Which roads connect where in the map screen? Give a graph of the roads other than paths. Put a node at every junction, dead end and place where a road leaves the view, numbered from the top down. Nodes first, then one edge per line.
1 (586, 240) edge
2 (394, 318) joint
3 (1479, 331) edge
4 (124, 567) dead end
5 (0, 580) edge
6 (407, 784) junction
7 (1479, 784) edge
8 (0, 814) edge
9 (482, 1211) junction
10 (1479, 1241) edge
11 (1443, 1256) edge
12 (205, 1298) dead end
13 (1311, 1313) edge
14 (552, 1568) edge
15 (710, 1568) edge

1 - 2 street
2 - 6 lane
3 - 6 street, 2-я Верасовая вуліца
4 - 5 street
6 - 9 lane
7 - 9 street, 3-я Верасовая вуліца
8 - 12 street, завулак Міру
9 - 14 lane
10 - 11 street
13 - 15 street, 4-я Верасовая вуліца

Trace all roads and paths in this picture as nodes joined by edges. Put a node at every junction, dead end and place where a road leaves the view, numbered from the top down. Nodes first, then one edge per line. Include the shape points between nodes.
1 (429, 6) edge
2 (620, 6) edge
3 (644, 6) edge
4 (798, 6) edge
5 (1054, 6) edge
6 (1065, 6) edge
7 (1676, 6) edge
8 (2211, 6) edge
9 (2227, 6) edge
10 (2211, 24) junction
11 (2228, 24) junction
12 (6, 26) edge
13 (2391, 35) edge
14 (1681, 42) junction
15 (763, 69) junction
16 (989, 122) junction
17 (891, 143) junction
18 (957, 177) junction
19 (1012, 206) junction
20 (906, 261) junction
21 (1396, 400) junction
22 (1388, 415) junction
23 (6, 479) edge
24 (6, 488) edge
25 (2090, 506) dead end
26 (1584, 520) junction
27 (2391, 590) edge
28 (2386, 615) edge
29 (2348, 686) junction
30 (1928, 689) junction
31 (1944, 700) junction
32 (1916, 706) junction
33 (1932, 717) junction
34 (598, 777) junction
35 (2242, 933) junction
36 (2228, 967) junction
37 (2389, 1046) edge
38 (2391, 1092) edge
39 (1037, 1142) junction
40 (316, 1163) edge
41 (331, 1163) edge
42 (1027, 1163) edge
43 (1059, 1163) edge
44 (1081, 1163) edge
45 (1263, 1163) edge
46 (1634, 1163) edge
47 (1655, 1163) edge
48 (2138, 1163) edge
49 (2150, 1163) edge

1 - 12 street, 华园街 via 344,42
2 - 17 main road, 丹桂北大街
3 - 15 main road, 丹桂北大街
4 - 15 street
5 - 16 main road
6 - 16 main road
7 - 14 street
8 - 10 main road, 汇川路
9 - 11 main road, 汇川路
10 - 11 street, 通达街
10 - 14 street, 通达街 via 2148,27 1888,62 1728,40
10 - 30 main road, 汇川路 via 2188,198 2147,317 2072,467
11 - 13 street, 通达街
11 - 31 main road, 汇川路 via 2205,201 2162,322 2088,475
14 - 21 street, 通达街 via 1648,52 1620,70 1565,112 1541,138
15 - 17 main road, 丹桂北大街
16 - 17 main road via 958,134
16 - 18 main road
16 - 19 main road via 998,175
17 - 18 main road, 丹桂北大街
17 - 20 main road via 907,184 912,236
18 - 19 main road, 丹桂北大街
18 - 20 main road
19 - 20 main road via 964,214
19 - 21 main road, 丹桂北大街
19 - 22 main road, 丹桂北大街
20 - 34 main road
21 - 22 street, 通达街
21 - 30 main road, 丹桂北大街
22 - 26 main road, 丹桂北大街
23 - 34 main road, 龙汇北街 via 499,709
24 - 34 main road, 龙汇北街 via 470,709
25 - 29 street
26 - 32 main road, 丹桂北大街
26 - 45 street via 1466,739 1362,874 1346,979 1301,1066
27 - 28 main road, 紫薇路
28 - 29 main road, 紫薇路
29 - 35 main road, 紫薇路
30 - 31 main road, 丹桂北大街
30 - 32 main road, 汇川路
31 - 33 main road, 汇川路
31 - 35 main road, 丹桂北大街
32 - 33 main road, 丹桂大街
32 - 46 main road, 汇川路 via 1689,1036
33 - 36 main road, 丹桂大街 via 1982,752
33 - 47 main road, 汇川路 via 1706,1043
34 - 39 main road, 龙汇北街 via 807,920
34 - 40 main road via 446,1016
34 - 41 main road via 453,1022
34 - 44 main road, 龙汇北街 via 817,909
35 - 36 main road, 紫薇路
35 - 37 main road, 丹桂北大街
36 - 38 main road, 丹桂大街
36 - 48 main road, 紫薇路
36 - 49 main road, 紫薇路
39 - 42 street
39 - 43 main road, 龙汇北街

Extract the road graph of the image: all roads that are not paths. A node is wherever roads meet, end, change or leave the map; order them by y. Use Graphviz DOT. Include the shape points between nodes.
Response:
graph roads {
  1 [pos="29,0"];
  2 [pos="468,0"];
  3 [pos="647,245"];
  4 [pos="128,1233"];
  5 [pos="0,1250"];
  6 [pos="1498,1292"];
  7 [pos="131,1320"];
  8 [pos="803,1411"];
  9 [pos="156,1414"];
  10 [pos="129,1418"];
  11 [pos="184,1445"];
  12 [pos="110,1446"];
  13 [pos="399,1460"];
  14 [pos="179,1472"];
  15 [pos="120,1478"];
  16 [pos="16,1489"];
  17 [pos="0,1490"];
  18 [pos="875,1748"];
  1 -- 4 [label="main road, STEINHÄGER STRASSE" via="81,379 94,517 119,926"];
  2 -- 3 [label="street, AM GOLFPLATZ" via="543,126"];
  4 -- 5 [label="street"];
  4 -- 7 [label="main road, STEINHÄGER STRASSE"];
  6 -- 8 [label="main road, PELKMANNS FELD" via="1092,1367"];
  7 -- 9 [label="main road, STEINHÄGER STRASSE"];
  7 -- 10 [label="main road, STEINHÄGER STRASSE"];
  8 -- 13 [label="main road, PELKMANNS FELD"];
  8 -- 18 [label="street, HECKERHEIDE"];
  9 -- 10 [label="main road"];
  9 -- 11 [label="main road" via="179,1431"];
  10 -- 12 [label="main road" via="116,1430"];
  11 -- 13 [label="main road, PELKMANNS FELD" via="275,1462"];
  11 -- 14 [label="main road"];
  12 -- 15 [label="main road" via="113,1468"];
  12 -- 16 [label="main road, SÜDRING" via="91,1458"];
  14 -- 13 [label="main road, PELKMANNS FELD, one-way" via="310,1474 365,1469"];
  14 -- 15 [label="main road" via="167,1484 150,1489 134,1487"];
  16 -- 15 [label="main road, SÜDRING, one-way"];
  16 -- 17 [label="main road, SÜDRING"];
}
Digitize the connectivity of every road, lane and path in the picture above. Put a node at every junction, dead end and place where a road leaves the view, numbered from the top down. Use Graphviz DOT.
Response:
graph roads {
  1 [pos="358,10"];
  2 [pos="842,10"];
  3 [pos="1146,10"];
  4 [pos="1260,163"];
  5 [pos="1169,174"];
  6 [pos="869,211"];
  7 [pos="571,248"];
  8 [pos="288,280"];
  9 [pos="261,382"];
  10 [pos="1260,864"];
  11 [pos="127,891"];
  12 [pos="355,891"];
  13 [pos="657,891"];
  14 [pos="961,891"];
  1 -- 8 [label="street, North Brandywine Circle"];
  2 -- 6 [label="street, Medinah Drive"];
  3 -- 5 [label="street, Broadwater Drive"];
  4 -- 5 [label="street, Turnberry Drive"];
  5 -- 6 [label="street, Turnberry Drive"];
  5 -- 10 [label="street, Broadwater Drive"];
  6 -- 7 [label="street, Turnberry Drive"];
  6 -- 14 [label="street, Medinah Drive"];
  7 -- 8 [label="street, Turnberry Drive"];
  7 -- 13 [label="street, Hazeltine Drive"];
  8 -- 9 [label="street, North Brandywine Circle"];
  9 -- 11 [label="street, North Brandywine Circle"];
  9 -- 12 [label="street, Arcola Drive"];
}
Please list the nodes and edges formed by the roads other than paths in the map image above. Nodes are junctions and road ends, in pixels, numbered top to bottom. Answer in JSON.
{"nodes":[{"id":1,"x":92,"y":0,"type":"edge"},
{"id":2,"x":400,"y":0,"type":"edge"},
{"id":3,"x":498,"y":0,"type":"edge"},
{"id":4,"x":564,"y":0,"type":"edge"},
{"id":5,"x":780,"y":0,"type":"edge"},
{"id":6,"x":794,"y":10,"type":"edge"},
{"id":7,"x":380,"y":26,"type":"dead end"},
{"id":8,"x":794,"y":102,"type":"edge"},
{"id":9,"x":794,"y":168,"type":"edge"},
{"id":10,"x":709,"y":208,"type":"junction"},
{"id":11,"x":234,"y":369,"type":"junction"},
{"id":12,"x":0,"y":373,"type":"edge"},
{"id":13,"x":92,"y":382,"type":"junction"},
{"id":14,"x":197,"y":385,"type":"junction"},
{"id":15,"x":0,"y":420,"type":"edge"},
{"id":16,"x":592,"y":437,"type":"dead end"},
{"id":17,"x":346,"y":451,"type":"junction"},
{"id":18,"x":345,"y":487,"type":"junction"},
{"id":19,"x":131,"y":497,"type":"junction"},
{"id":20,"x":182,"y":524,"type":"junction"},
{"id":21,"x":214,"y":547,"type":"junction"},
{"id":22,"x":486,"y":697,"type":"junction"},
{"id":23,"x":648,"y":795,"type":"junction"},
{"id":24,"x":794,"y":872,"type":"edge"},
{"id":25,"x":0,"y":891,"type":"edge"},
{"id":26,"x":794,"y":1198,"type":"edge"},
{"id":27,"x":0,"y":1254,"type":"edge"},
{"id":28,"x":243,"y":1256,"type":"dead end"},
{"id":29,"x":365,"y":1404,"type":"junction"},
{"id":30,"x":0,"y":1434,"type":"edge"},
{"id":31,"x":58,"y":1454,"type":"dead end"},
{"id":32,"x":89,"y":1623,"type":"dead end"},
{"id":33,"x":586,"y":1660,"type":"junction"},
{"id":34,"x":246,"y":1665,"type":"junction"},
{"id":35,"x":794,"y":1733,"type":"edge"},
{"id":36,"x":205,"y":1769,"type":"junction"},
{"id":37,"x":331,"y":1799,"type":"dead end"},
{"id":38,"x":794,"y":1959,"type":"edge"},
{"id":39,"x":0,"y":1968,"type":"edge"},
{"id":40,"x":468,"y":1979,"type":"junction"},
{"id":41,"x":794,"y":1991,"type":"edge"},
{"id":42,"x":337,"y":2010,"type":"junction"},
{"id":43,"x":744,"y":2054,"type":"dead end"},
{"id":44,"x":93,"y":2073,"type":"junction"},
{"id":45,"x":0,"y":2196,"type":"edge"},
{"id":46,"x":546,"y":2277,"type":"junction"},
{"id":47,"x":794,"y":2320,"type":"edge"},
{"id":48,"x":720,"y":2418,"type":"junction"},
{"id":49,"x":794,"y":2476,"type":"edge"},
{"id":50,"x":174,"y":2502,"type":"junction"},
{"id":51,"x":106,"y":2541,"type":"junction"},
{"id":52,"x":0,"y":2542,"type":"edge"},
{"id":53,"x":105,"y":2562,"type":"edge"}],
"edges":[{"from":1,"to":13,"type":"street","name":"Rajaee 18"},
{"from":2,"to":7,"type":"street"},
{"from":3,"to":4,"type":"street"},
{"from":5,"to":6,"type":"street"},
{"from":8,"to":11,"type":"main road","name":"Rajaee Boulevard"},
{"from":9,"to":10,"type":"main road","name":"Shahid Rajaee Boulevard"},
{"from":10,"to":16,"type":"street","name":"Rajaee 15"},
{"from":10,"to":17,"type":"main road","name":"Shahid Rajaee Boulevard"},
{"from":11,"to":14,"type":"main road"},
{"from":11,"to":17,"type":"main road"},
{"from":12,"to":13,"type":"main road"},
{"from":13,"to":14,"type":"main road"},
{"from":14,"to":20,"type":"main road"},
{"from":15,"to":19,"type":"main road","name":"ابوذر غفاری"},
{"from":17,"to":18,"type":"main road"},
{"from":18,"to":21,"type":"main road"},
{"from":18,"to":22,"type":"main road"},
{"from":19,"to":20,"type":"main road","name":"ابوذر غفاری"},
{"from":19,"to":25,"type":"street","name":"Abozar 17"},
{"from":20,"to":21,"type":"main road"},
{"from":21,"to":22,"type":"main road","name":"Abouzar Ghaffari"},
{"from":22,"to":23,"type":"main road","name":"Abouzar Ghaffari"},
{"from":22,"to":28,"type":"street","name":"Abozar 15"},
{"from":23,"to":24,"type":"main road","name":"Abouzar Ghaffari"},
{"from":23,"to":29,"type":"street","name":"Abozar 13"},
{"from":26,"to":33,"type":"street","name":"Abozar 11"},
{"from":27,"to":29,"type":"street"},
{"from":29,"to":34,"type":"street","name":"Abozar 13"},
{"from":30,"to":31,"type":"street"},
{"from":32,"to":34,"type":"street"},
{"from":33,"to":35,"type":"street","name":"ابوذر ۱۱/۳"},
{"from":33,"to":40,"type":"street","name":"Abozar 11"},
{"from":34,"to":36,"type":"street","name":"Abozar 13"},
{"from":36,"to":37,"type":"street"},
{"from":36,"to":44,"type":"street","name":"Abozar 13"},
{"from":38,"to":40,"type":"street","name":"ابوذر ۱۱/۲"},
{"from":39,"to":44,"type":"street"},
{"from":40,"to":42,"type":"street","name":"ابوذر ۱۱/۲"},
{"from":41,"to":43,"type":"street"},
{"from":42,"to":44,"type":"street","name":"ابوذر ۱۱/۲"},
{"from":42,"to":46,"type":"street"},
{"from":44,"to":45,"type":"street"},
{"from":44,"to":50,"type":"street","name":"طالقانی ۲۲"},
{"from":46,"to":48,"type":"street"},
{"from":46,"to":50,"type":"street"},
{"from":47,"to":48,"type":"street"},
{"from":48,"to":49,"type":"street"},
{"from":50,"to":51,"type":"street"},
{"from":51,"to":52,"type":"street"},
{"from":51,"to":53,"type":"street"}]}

---

- Action item
Return each line of the material above in which the string "Brandywine" appears.

- Response to the task
  1 -- 8 [label="street, North Brandywine Circle"];
  8 -- 9 [label="street, North Brandywine Circle"];
  9 -- 11 [label="street, North Brandywine Circle"];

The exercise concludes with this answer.